Discussion and conclusion

Assessment of new modalities for X-ray imaging should involve diagnostic accuracy as well as patient dose. This study concentrates on patient dose during MDCT angiographic examinations for PE since this aspect has been somewhat neglected until now. Uncertainty about patient exposure gives room for the view that MDCT angiographic studies, compared with DSA, for PE, must result in unacceptably high radiation dose. This concern is often expressed, but our results indicate that this is not correct. The lack of published data on this subject can also provide problems for medical ethics committees. They might decline studies that use CTA because of the supposed high patient dose. This study puts the patient dose during MDCT angiographic examinations for PE in perspective and in case of biomedical research the medical ethics committees should regard the level of risk for this procedure as minor to intermediate (see also [14]). The requirements for societal benefit of such examinations that are formulated by the ICRP are that the research will be directly aimed at the cure or prevention of disease.

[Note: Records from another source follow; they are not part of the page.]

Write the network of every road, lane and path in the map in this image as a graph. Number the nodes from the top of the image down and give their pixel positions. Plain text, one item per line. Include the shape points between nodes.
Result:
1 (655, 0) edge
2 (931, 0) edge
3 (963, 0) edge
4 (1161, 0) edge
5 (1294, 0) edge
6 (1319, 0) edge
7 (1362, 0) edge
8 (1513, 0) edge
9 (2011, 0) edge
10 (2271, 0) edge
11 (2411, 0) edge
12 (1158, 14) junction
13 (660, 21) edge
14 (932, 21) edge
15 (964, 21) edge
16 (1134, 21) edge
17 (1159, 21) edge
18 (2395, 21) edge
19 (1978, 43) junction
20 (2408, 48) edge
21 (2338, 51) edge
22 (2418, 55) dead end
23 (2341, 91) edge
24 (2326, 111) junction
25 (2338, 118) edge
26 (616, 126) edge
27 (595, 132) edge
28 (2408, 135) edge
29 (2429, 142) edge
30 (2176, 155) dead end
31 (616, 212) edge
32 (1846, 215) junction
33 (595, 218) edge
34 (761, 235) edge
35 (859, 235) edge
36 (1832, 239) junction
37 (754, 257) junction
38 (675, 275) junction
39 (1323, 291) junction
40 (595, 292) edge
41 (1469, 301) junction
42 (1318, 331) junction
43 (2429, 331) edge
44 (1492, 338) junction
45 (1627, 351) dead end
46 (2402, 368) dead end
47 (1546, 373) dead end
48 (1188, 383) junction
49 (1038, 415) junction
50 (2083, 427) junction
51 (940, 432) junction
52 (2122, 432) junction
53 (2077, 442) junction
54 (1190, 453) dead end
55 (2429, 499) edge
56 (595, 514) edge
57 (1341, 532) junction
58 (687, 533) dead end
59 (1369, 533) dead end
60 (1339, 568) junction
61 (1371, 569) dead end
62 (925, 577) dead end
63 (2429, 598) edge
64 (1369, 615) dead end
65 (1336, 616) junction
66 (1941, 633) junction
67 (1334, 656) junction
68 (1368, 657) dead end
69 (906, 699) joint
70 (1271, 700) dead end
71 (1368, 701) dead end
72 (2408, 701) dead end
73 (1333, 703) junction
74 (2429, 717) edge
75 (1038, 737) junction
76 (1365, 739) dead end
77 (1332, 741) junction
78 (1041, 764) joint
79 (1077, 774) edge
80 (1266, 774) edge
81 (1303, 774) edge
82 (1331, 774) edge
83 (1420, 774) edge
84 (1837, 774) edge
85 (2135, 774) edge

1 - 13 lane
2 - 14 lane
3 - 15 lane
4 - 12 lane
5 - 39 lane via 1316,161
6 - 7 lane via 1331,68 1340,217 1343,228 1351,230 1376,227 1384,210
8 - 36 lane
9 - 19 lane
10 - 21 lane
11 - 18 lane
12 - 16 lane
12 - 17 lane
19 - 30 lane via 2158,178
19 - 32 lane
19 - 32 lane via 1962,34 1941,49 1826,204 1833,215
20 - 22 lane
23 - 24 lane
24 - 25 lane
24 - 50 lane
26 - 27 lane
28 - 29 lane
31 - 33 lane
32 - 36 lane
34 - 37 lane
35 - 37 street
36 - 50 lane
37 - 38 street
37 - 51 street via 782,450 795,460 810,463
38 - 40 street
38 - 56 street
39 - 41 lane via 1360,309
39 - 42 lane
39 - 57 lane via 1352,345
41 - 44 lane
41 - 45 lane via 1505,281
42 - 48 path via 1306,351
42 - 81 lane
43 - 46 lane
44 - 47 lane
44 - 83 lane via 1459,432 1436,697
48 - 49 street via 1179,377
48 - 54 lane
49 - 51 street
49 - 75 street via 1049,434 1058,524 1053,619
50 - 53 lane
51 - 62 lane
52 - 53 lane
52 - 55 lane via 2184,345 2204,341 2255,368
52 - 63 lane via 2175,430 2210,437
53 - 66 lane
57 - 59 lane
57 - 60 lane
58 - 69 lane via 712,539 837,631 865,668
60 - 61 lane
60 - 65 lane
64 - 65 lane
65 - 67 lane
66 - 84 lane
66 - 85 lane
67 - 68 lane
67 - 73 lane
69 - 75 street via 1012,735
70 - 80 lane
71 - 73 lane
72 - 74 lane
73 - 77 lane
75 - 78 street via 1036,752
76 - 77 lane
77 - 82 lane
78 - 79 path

It is illustrative to compare the effective dose from MDCT angiography for PA with other exposures that are summarized in the UNSCEAR 2000 report [15]. This UNSCEAR report gives for example 12 mSv as a typical value for the effective dose from all types of angiographic procedures. Typical effective doses for lung perfusion scintigraphy (99mTc) are 1.1 and 0.2–0.4 mSv for lung ventilation scintigraphy (99mTc or 81mKr). Average worldwide exposure to natural radiation sources, expressed as an annual effective dose, is 2.4 mSv/y, with a typical range due to regional differences of 1–10 mSv/y. The radiation exposure of 4.2 mSv from MDCT angiography for diagnosing PA is well within this range of exposures. Being only slightly higher than the annual background and well below the exposure from conventional angiographic (DSA) procedures, the patient dose is, besides patient size and/or body mass index (BMI), also influenced by variations in study protocols and differences in CT scanners and DSA equipment. In our study BMI was not collected. Variations in milliamperes and effective dose are also a result of small adjustments to the scan protocol by our technicians. They check patient size and ability for breathhold. These more or less individualized scan protocols result in better images, reduction in motion artifacts, and dose differences [16, 17]. Especially in DSA there may be considerable variability among centers in the protocols used. Radiation dose may be lower than in our institution, e.g., whenever less projectional views are generally obtained, or whenever lower frame rates are used. On the other hand, increased radiation dose will be encountered whenever additional superselective injections will be made or when higher frame rates are used, e.g., on cardiac angiography systems. The relatively small number of patients in this study could be considered a limitation. The variation in effective dose in our DSA group was high; however, since the introduction of MDCT the necessity to perform DSA studies for diagnosing PE is limited to a very small number of patients in whom MDCT is inconclusive or not possible. Limited time made us decide to use only the patients in the period described. We do not believe the data would be significantly different in larger patient groups.

With the rapidly increasing use of multidetector CT and especially the angiography and multi-phase applications, further investigation is needed to determine the magnitude of radiation dose in these studies. The opportunity to establish strict examination protocols for CTA helps to reduce effective dose and helps to achieve more consistent image quality.